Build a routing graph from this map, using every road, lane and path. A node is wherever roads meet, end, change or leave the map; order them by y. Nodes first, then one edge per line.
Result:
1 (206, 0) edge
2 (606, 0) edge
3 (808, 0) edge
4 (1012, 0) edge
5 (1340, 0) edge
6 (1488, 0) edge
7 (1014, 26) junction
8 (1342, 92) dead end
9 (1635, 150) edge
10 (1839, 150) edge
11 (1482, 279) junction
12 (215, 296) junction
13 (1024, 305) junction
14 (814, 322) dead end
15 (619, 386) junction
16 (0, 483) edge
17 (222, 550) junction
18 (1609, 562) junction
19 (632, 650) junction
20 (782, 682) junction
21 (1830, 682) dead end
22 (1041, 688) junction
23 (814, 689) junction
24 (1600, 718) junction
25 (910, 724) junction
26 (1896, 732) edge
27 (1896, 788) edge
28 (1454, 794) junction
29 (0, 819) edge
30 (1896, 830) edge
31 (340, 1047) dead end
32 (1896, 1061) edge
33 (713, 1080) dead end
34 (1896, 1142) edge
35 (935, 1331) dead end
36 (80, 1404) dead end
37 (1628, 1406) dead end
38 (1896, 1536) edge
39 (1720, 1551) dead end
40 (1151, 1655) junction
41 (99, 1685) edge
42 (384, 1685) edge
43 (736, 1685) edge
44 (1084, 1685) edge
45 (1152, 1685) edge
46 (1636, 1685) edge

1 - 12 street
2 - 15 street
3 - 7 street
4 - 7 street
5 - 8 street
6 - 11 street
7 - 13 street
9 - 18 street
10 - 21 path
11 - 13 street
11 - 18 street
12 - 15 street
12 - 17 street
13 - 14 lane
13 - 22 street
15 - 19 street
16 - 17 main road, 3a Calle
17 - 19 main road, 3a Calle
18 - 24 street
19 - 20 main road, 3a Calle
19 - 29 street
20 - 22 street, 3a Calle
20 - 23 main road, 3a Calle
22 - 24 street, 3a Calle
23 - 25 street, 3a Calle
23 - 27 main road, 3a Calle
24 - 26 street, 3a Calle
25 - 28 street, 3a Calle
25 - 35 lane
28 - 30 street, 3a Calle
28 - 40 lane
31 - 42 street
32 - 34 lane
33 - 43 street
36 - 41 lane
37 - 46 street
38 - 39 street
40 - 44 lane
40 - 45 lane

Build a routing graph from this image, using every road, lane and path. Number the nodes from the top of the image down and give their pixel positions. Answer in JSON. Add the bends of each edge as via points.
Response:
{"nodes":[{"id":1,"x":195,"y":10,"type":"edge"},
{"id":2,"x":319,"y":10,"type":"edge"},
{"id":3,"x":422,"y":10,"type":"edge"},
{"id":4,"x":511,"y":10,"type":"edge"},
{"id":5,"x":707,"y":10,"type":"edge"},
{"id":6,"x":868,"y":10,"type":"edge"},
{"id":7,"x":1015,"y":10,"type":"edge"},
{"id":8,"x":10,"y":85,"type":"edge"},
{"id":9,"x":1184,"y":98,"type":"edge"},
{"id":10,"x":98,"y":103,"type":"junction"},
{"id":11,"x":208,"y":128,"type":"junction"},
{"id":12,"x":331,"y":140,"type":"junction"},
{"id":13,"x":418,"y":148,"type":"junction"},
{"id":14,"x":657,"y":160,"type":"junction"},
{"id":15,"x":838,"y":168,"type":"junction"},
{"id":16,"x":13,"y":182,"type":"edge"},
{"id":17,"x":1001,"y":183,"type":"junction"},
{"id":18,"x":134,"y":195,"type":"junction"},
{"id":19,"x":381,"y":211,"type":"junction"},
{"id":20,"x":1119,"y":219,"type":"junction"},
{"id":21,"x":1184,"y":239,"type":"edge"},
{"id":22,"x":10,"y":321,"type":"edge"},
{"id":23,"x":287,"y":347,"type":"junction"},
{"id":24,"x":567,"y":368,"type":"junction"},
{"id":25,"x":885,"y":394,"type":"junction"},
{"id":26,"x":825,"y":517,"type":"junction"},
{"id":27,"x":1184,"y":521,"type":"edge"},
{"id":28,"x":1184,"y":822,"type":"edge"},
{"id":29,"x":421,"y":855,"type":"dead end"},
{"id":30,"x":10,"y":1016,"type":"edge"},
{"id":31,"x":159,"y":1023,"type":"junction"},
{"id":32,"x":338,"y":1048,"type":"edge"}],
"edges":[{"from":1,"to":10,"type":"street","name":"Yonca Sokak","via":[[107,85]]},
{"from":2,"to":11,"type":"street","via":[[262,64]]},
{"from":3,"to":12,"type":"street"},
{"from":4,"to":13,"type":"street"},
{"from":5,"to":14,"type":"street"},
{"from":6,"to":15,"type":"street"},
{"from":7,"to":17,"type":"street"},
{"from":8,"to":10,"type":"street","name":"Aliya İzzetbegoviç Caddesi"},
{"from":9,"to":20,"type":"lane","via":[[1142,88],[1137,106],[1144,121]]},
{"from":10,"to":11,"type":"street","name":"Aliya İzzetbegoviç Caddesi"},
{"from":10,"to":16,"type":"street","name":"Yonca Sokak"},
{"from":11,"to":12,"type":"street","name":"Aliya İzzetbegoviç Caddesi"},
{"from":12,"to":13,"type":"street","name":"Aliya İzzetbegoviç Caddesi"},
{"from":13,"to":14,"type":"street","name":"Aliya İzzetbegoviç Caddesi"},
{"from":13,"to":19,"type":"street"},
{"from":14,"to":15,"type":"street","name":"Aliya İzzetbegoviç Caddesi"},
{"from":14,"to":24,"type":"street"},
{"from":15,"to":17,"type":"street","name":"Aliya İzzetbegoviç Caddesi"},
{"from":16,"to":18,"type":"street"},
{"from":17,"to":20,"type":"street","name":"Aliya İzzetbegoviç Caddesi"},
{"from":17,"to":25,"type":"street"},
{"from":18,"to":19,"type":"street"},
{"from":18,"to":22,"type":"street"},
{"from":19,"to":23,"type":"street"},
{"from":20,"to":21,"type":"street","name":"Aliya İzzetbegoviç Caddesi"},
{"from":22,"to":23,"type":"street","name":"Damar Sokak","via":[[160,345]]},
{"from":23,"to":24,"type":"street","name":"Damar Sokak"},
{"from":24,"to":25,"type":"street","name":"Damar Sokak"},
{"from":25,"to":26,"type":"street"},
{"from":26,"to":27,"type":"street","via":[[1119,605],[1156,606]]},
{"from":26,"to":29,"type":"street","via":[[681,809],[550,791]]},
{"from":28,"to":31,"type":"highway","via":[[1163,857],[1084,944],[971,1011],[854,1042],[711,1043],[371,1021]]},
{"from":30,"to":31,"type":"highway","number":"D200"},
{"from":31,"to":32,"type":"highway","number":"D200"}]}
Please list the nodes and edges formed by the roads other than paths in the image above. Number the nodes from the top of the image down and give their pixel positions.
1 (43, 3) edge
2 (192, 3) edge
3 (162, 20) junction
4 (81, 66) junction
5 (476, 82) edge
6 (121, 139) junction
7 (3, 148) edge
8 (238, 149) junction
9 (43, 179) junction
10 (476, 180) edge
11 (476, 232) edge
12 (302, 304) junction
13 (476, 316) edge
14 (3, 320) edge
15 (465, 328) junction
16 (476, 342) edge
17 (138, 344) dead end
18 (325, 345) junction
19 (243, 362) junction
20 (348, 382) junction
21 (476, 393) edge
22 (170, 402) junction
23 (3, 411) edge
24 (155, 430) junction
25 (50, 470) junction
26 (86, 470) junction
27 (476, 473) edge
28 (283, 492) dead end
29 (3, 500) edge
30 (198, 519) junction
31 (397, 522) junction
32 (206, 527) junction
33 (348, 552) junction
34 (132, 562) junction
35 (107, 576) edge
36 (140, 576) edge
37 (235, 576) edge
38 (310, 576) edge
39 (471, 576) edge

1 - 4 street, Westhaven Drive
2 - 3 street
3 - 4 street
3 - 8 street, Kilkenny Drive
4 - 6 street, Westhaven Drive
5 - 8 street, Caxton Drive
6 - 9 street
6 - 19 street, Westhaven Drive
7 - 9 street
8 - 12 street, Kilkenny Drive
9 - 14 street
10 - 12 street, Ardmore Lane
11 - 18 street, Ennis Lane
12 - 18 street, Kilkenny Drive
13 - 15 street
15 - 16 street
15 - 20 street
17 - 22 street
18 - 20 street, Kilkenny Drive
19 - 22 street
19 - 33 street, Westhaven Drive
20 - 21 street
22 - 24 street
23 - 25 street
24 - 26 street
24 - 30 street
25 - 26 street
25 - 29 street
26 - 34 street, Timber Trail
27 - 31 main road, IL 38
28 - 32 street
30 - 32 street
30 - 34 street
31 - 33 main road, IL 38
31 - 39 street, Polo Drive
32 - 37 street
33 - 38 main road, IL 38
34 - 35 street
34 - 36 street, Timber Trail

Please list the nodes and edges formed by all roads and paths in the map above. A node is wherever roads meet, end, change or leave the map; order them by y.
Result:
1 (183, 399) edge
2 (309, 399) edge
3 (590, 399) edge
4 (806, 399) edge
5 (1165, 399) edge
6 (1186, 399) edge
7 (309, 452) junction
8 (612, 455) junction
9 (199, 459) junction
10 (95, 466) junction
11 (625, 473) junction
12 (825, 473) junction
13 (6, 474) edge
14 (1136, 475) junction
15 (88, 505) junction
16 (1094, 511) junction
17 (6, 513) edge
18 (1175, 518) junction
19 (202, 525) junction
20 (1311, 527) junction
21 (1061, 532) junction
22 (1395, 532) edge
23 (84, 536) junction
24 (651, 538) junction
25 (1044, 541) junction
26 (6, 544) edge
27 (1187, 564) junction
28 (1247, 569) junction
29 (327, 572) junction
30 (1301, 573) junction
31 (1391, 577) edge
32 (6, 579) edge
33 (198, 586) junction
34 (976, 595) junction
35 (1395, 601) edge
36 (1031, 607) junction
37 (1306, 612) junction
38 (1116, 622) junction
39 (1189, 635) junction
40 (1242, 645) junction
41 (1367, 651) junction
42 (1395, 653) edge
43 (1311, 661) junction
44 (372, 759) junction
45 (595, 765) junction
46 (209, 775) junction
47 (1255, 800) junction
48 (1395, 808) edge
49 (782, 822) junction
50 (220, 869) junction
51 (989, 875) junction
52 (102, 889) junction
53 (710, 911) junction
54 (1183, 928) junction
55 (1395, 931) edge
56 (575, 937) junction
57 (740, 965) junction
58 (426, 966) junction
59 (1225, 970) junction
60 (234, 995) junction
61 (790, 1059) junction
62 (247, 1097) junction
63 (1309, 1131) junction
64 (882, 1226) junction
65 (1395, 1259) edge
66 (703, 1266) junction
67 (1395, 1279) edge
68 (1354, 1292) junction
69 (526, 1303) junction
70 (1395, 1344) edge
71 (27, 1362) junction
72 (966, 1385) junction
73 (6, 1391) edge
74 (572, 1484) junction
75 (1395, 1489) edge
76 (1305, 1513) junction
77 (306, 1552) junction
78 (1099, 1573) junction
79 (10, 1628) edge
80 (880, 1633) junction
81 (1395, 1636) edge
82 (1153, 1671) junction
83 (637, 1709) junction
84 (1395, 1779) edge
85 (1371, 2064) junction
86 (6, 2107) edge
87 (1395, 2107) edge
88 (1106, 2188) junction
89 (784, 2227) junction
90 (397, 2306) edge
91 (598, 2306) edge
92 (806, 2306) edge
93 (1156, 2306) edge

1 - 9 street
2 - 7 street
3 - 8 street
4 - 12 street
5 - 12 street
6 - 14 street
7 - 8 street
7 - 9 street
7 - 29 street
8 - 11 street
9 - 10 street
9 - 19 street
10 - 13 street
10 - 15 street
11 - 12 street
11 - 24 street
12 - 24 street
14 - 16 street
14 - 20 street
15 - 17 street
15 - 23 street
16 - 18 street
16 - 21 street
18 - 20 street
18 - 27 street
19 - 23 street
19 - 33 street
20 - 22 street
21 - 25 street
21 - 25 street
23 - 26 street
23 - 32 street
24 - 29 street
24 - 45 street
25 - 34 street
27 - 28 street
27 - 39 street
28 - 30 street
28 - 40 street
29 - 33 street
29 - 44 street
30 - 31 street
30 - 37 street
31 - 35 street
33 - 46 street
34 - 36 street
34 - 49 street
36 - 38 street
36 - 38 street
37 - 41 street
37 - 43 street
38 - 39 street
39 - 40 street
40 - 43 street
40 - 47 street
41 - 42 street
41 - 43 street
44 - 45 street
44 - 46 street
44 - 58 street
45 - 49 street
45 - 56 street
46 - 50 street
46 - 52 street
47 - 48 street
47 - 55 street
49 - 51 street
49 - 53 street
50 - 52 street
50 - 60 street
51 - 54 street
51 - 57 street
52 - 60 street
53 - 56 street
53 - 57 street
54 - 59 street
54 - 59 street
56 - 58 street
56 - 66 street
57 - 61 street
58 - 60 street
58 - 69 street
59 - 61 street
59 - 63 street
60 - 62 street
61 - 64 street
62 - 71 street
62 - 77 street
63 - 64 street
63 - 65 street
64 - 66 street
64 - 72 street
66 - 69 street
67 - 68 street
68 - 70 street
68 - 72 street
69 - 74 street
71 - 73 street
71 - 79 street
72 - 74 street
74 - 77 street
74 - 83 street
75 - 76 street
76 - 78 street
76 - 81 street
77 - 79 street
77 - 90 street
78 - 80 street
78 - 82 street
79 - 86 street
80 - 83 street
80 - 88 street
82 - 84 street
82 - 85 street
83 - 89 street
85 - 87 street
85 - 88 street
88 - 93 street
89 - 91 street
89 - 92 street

### To do
Show the lines above that include "edges".

### Solution to the problem
"edges":[{"from":1,"to":10,"type":"street","name":"Yonca Sokak","via":[[107,85]]},
Please list the nodes and edges formed by the roads other than paths in the image above. Number the nodes from the top of the image down and give their pixel positions.
Please list the nodes and edges formed by all roads and paths in the map above. A node is wherever roads meet, end, change or leave the map; order them by y.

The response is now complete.